Para o cínico, muitas vezes, os fins justificam os meios. Quase sempre ele lança mão de suas relações pessoais com gente importante [construídas também na base do cinismo e do fingimento] para conquistar ainda mais prestígio e poder, ou abrir caminho para os filhos e amigos em meio à multidão dos comuns até degraus mais altos da escala social [o que, sozinhos, eles não conseguiriam, por incompetência].
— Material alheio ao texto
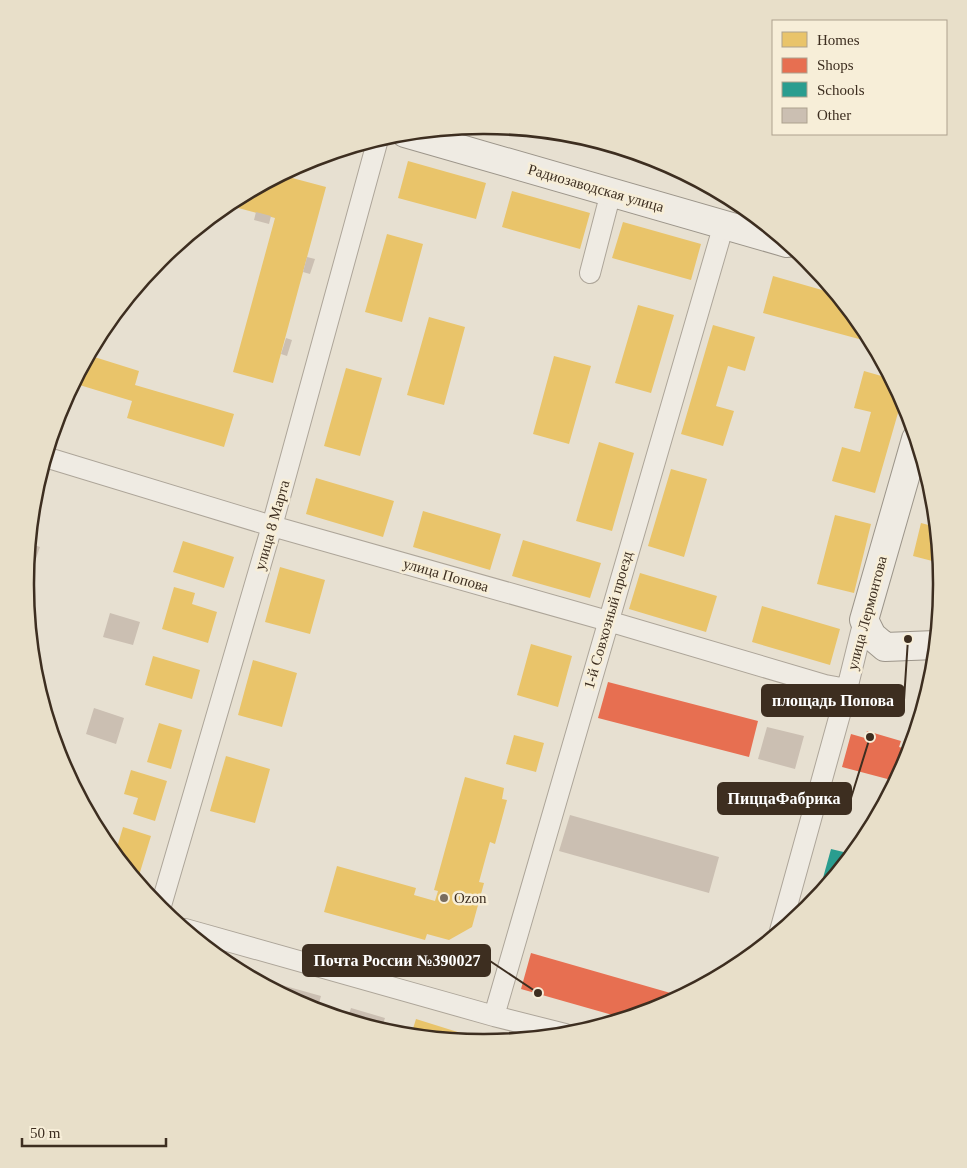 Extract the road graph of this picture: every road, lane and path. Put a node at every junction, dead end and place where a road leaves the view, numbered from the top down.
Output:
1 (423, 138) edge
2 (376, 148) edge
3 (612, 192) junction
4 (724, 224) junction
5 (770, 238) edge
6 (590, 274) dead end
7 (913, 451) edge
8 (52, 459) edge
9 (272, 526) junction
10 (864, 620) junction
11 (608, 621) junction
12 (929, 645) edge
13 (847, 689) junction
14 (163, 900) edge
15 (783, 919) edge
16 (201, 933) edge
17 (494, 1016) junction
18 (546, 1029) edge

1 - 3 street, Радиозаводская улица
2 - 9 street, улица 8 Марта
3 - 4 street, Радиозаводская улица
3 - 6 street
4 - 5 street, Радиозаводская улица
4 - 11 street, 1-й Совхозный проезд
7 - 10 street, улица Лермонтова
8 - 9 street, улица Попова
9 - 11 street, улица Попова
9 - 14 street, улица 8 Марта
10 - 12 street
10 - 13 street, улица Лермонтова
11 - 13 street, улица Попова
11 - 17 street, 1-й Совхозный проезд
13 - 15 street, улица Лермонтова
16 - 17 street
17 - 18 street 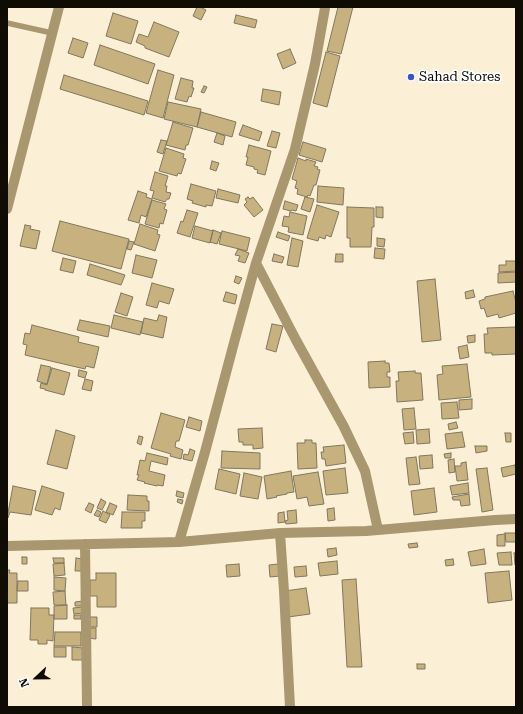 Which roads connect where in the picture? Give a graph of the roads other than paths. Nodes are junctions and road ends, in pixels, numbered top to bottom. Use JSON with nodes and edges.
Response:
{"nodes":[{"id":1,"x":59,"y":7,"type":"edge"},
{"id":2,"x":325,"y":7,"type":"edge"},
{"id":3,"x":7,"y":23,"type":"edge"},
{"id":4,"x":52,"y":33,"type":"junction"},
{"id":5,"x":7,"y":209,"type":"edge"},
{"id":6,"x":256,"y":263,"type":"junction"},
{"id":7,"x":516,"y":519,"type":"edge"},
{"id":8,"x":378,"y":530,"type":"junction"},
{"id":9,"x":280,"y":533,"type":"junction"},
{"id":10,"x":179,"y":542,"type":"junction"},
{"id":11,"x":85,"y":544,"type":"junction"},
{"id":12,"x":7,"y":546,"type":"edge"},
{"id":13,"x":87,"y":707,"type":"edge"},
{"id":14,"x":290,"y":707,"type":"edge"}],
"edges":[{"from":1,"to":4,"type":"street"},
{"from":2,"to":6,"type":"street"},
{"from":3,"to":4,"type":"lane"},
{"from":4,"to":5,"type":"street"},
{"from":6,"to":8,"type":"street"},
{"from":6,"to":10,"type":"street"},
{"from":7,"to":8,"type":"street"},
{"from":8,"to":9,"type":"street"},
{"from":9,"to":10,"type":"street"},
{"from":9,"to":14,"type":"street"},
{"from":10,"to":11,"type":"street"},
{"from":11,"to":12,"type":"street"},
{"from":11,"to":13,"type":"street"}]} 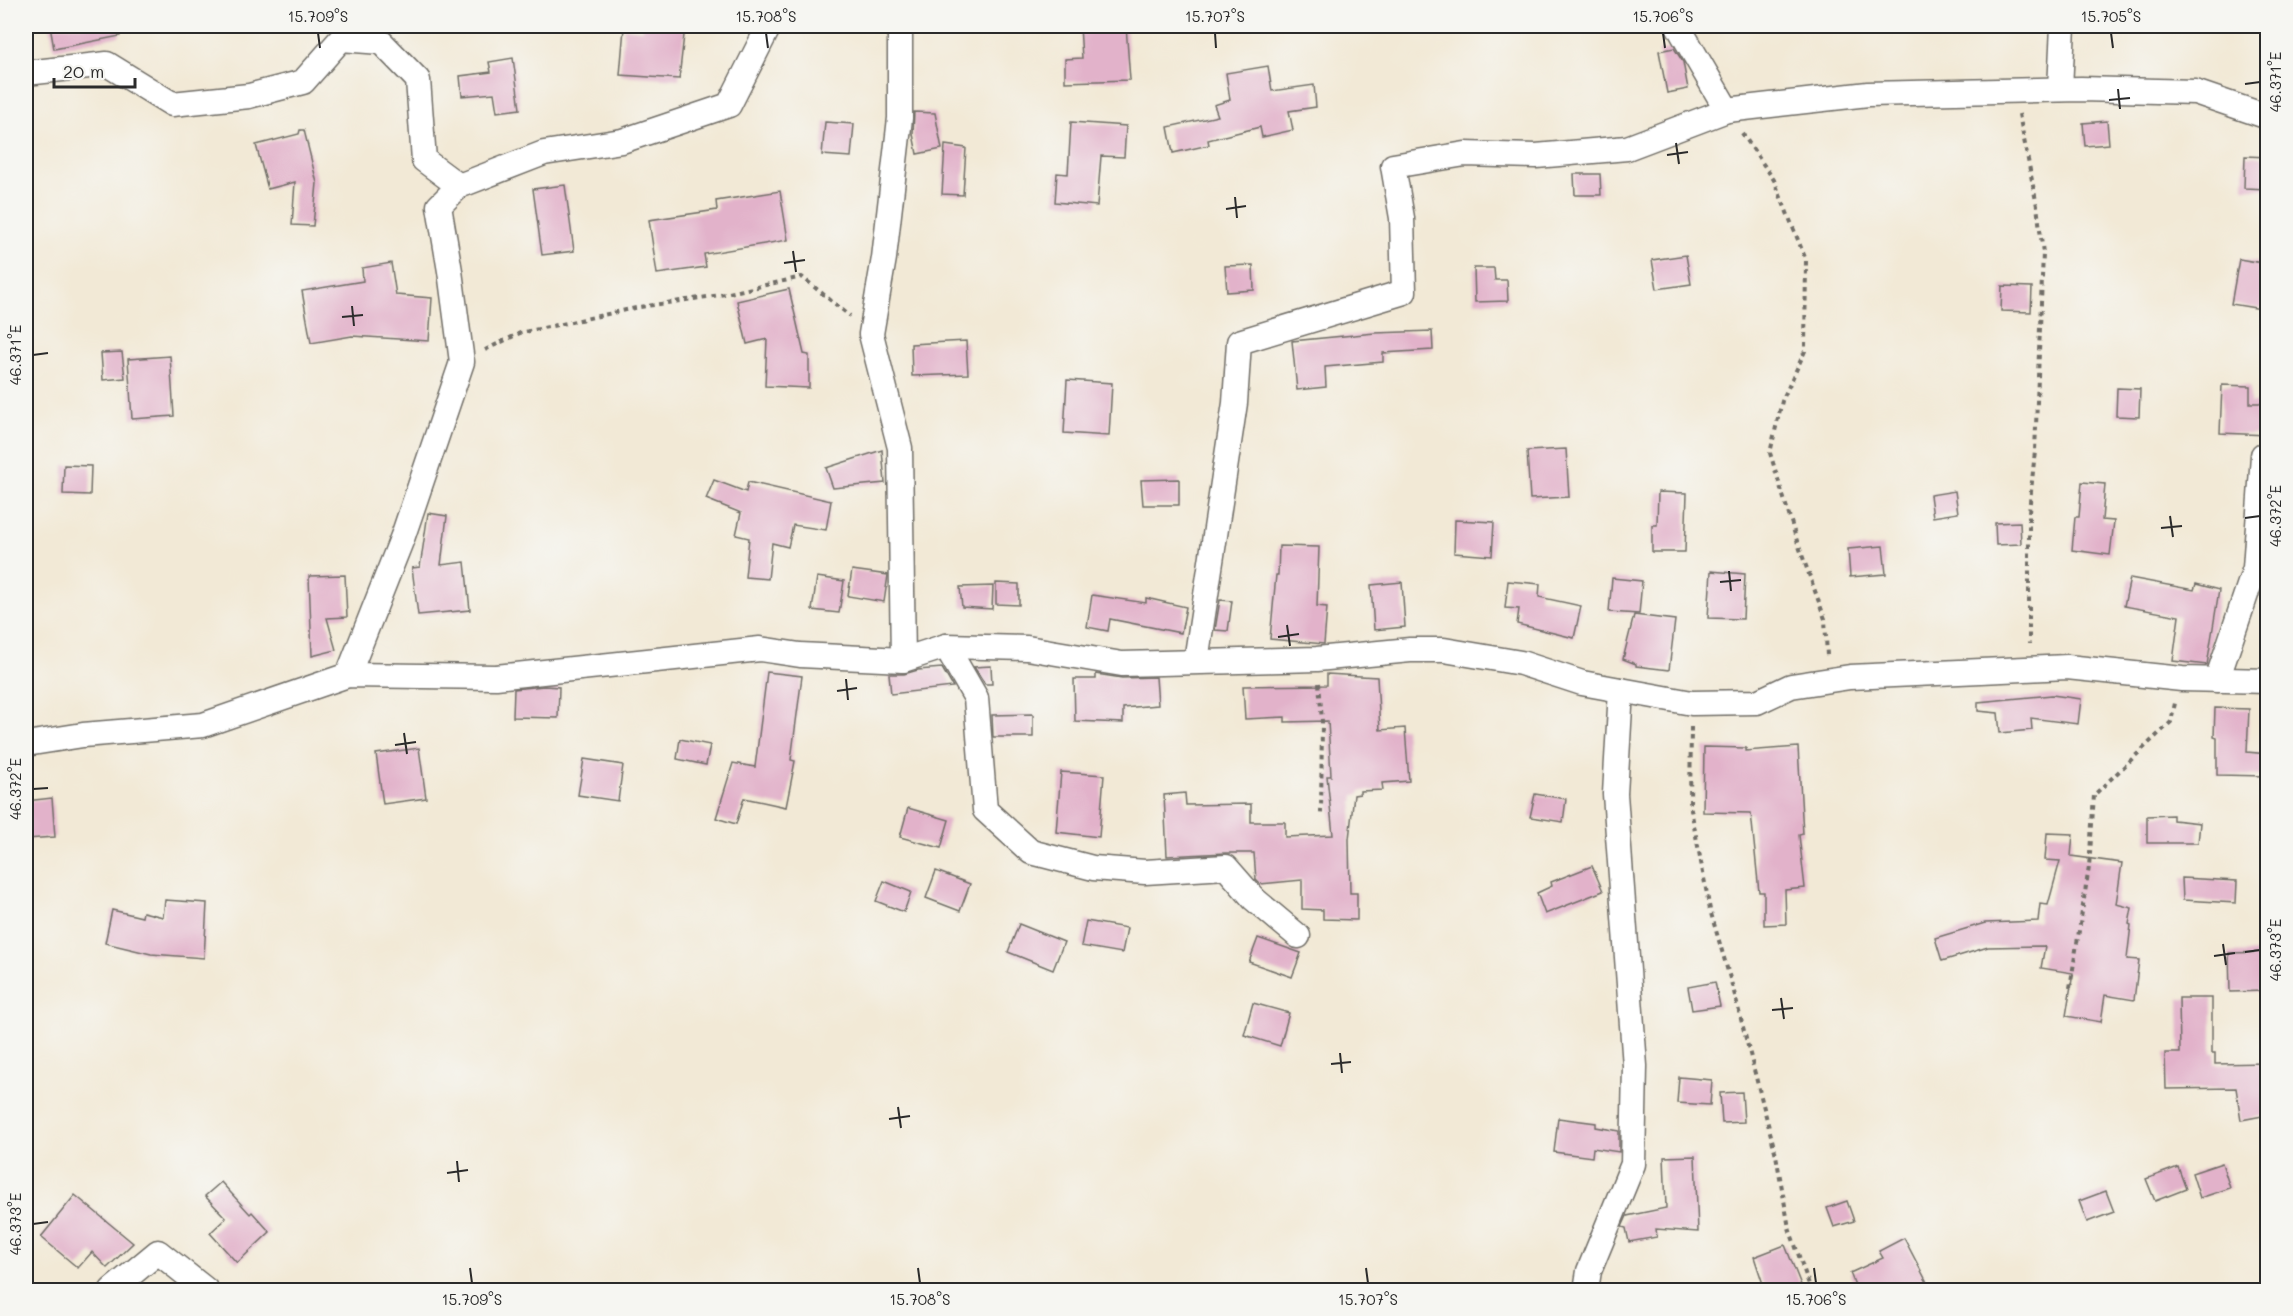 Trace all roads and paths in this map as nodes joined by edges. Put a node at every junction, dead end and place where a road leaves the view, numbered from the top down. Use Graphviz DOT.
graph roads {
  1 [pos="767,26"];
  2 [pos="900,26"];
  3 [pos="1678,26"];
  4 [pos="2063,26"];
  5 [pos="26,73"];
  6 [pos="2060,89"];
  7 [pos="2015,91"];
  8 [pos="1727,110"];
  9 [pos="2268,117"];
  10 [pos="459,186"];
  11 [pos="871,334"];
  12 [pos="462,362"];
  13 [pos="2268,454"];
  14 [pos="946,646"];
  15 [pos="1317,659"];
  16 [pos="903,660"];
  17 [pos="1196,661"];
  18 [pos="2030,669"];
  19 [pos="348,675"];
  20 [pos="2182,679"];
  21 [pos="1827,680"];
  22 [pos="2217,680"];
  23 [pos="2268,681"];
  24 [pos="1621,690"];
  25 [pos="1692,703"];
  26 [pos="26,744"];
  27 [pos="1321,815"];
  28 [pos="1298,936"];
  29 [pos="2070,988"];
  30 [pos="112,1290"];
  31 [pos="206,1290"];
  32 [pos="1586,1290"];
  33 [pos="1811,1290"];
  1 -- 10 [label="street"];
  2 -- 11 [label="street"];
  3 -- 8 [label="street"];
  4 -- 6 [label="street"];
  5 -- 10 [label="street"];
  6 -- 7 [label="street"];
  6 -- 9 [label="street"];
  7 -- 8 [label="street"];
  7 -- 18 [label="path"];
  8 -- 17 [label="street"];
  8 -- 21 [label="path"];
  10 -- 12 [label="street"];
  11 -- 12 [label="path"];
  11 -- 16 [label="street"];
  12 -- 19 [label="street"];
  13 -- 22 [label="street"];
  14 -- 16 [label="street"];
  14 -- 17 [label="street"];
  14 -- 28 [label="street"];
  15 -- 17 [label="street"];
  15 -- 24 [label="street"];
  15 -- 27 [label="path"];
  16 -- 19 [label="street"];
  18 -- 20 [label="street"];
  18 -- 21 [label="street"];
  19 -- 26 [label="street"];
  20 -- 22 [label="street"];
  20 -- 29 [label="path"];
  21 -- 25 [label="street"];
  22 -- 23 [label="street"];
  24 -- 25 [label="street"];
  24 -- 32 [label="street"];
  25 -- 33 [label="path"];
  30 -- 31 [label="street"];
}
Normalmente, o cinismo vem acompanhado de maldade. No cínico, qualquer desavença pessoal aciona seu desejo de vingança implacável, e ele não sossega a alma atormentada pelo ódio enquanto não prejudicar seu desafeto. Se não for bem sucedido, para aplacar sua ira, ele investiga a vida da pessoa, só para se certificar de que a situação financeira ou patrimonial dela é inferior à sua ou à de seus filhos, já que, para ele, o que determina o valor de um homem são os bens materiais que ele possui. Saber que o outro tem um salário inferior ou um patrimônio bem menor que o seu alivia a sua alma vil.
E ele geralmente vence... para os outros, para si, para a família. Ele é muito competente, perspicaz, inteligente, suas jogadas são rápidas, bem pensadas, e ele é bem recompensado por isso.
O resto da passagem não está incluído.